Por Sheila Borges, de Política / JC Os sucessivos escândalos do Senado mostram como os ordenadores de despesas, que não demonstram ter zelo com o erário, se protejem sob o manto da impunidade e da falta de transparência para se apropriar do patrimônio público.
Esses episódios terminam delegando ainda mais responsabilidade às instituições que fiscalizam os gastos públicos, como os tribunais de contas.
Mas um recurso extraordinário, que será julgado pelo Supremo Tribunal Federal (STF), no próximo mês, pode esvaziar esses órgãos que auxiliam o Poder Legislativo.
Se esse recurso do Ministério Público Eleitoral não for acatado pelo STF, os tribunais de contas irão sofrer um duro golpe.
Isso porque conselheiros e técnicos dessas instituições perdem o poder de punir os maus gestores, comprometendo uma das principais atribuições da entidade: o controle externo.
Eles ficarão impedidos de cobrar dos prefeitos, que acumulam a função de ordenadores de despesas com as de chefe do Executivo, a devolução do que foi gasto indevidamente, assim como imputar-lhes multas por irregularidades consideradas, tecnicamente, insanáveis.
Com isso, os julgamentos políticos das Câmaras de Vereadores irão prevalecer e as punições arbitradas pelos Tribunais de Contas dos Estados (TCEs) poderão ser perdoadas.
Atualmente, os julgamentos dos plenos dos TCEs relativos às prestações de contas do prefeito, que também é ordenador de despesa, têm efeito duplo.
Quando o prefeito envia a sua contabilidade, o tribunal gera um processo.
Esse mesmo documento é submetido, automaticamente, a duas decisões.
Os técnicos dos TCEs fazem uma distinção entre as análises das chamadas contas de governo (quando o prefeito assume o papel de chefe do Executivo) e de gestão (quando o prefeito é, concomitantemente, ordenador de despesa).
No primeiro caso, o tribunal de contas emite um parecer para subsidiar o julgamento político das Câmaras de Vereadores.
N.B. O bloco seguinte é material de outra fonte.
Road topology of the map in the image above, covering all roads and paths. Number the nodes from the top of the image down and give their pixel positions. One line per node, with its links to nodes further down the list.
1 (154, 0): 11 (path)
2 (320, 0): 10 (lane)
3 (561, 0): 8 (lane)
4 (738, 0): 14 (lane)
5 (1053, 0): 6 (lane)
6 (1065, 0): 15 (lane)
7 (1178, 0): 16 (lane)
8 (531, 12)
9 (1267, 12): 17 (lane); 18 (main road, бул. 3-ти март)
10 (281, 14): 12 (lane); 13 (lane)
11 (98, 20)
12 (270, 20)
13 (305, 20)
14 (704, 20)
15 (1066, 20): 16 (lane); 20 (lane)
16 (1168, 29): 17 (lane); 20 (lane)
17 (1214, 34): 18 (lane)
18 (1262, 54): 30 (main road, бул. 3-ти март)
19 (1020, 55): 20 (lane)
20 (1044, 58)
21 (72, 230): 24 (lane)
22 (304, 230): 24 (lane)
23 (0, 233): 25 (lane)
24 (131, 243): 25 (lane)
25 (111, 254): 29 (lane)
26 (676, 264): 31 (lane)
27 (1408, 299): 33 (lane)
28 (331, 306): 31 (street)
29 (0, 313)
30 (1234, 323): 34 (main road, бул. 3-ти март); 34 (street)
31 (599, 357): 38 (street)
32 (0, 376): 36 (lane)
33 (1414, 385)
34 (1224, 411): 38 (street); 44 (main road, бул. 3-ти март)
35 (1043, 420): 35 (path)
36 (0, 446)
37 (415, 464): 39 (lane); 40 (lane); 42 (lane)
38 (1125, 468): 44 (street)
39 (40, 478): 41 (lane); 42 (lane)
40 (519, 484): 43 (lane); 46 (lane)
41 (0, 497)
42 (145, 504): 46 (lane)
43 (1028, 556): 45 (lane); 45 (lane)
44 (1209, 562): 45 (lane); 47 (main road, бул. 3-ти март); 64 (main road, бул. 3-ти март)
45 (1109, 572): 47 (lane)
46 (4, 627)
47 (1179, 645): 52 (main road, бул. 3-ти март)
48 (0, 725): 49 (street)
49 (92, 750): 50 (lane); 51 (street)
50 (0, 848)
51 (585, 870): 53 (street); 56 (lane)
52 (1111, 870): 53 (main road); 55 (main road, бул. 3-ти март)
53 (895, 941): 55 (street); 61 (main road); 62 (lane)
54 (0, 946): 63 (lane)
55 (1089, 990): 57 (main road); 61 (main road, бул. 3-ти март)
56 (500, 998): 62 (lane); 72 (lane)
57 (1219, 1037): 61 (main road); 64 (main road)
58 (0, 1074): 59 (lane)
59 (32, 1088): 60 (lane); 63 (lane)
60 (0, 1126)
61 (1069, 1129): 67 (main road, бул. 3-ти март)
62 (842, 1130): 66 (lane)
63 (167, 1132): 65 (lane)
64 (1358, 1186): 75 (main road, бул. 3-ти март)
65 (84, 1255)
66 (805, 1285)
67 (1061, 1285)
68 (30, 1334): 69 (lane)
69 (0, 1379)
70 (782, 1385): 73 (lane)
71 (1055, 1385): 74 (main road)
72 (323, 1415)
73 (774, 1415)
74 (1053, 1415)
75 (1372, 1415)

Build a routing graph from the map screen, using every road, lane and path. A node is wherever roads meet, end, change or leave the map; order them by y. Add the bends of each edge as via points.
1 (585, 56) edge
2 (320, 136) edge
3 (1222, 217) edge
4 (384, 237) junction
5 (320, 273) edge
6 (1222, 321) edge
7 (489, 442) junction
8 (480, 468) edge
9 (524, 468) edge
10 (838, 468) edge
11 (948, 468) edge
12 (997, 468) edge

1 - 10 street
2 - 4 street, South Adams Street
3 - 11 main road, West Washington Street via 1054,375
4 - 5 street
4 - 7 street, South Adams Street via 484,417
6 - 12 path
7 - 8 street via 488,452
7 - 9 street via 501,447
Os técnicos apontam se as contas foram aprovadas, aprovadas com ressalva ou rejeitadas.
Elas refletem se o orçamento foi cumprido, indicando os níveis de endividamente e revelando se os limites de gastos e os repasses de verbas para a saúde e a educação estão corretos.
No segundo caso, as contas de gestão dos recursos públicos são julgadas tecnicamente pelos conselheiros e auditores dos tribunais de contas.
São consideradas as receitas e as despesas, como o pagamento de pessoal, a realização de licitações e a assinatura de empenhos e contratos.
Se for verificada a ocorrência de alguma irregularidade, os tribunais determinam o ressarcimento ao erário e imputam multas.
Em Pernambuco, só o prefeito do Recife não é ordenador de despesa porque descentralizou a gerência dos recursos públicos.
Os prefeitos de todos os demais municípios acumulam a função de chefe do Executivo com a de ordenador.
Para os técnicos do TCE-PE, se o Supremo mantiver o entendimento do Superior Tribunal de Justiça (STJ) e do Tribunal Superior Eleitoral (TSE) – que são favoráveis ao esvaziamento das atribuições do órgão –, haverá um retrocesso nos mecanismos de fiscalização dos gastos públicos, o que favorecerá a corrupção.
Em função dessa polêmica, o procurador-chefe da Procuradoria Consultiva do TCE do Estado, Hilton Albuquerque, redigiu um parecer para subsidiar as opiniões de conselheiros, juristas e políticos sobre o assunto. “Se o Supremo mudar, o julgamento (das prestações de contas) será exclusivamente das câmaras.
O TCE vai imputar o débito (aos prefeitos ordenadores de despesas) e não será pago.
O prefeito negocia com os vereadores (a aprovação das prestações de contas) e o TCE ficará refém.
Pode derrubar tudo o que a gente faz.
Hoje, mesmo que a câmara rejeite, o gestor tem que pagar a multa.
Alguns prefeitos não entendem, acham que a cobrança das multas são indevidas porque a câmara aprovou.
Os prefeitos não fazem a distinção entre os dois julgamentos (de governo e de gestão)”, ressalta Albuquerque.